张一蝶点头。她走后白语薇借着月光打量起手中的棉棒,轻笑一声后将手中的香槟一饮而尽。
会场的角落王珍妮在掏烟,白语薇没眼色走到旁边咳了两声,“妈,我备孕呢。”
王珍妮白了她一眼,索性往外走,白语薇亦步亦趋,“妈,这次拍行明显失误,说会帮我们联系藏家,结果拍品一点也拿不出手,按理说鼎山拿不下来可以理解,但场地都由我们来搞定了,两个多月筹备而且他们也有合作的公司,几乎是一条龙轻而易举,也没说要做成轰动S市的效应,就是个二类拍行也不至于这副样子,和年初景湾那几场完全没法比。”

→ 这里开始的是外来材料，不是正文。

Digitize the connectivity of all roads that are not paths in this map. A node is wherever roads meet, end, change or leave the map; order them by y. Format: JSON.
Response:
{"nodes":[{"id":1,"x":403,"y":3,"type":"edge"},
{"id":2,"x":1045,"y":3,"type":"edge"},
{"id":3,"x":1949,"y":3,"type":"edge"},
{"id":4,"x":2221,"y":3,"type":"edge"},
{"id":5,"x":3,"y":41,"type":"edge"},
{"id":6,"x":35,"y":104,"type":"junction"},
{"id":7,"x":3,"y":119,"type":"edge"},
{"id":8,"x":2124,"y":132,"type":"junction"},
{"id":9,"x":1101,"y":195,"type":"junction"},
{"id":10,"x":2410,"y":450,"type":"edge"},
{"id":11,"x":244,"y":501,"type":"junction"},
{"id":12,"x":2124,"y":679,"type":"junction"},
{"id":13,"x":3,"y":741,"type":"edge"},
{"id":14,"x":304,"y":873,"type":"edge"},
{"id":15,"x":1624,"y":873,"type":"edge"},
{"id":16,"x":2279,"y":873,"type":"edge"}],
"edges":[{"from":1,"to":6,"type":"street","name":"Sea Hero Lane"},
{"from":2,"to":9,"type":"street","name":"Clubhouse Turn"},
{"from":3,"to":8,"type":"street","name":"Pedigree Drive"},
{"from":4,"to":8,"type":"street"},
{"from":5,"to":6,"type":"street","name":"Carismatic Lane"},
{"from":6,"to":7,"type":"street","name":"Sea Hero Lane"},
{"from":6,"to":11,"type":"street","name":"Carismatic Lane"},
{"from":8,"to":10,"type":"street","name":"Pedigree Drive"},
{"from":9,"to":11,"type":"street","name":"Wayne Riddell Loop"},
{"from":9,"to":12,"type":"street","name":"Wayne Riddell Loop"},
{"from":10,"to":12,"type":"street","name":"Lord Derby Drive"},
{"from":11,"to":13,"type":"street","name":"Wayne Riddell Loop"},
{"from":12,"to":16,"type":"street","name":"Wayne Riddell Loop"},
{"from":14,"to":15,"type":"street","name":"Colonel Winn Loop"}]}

她看了一眼王珍妮,她打火点烟的动作行云流水,压根儿没照顾儿媳的意思。白语薇见她不说话继续道:“所以那事儿不能算了。”
事儿办的这么不牢靠,恰好还在她盛火难撒的关口,可得找个由头压尾款。就是看中这家拍行把景湾那两场拍卖搞得风生水起,霸占新闻重要板块好几日,不仅给贵太们冠了慈善盛名还二次助力推了自家股票涨势,听说陆家要办,宋茗心特意推荐的这家拍行,搞成这样白语薇很难善心地放弃某种方向的解读。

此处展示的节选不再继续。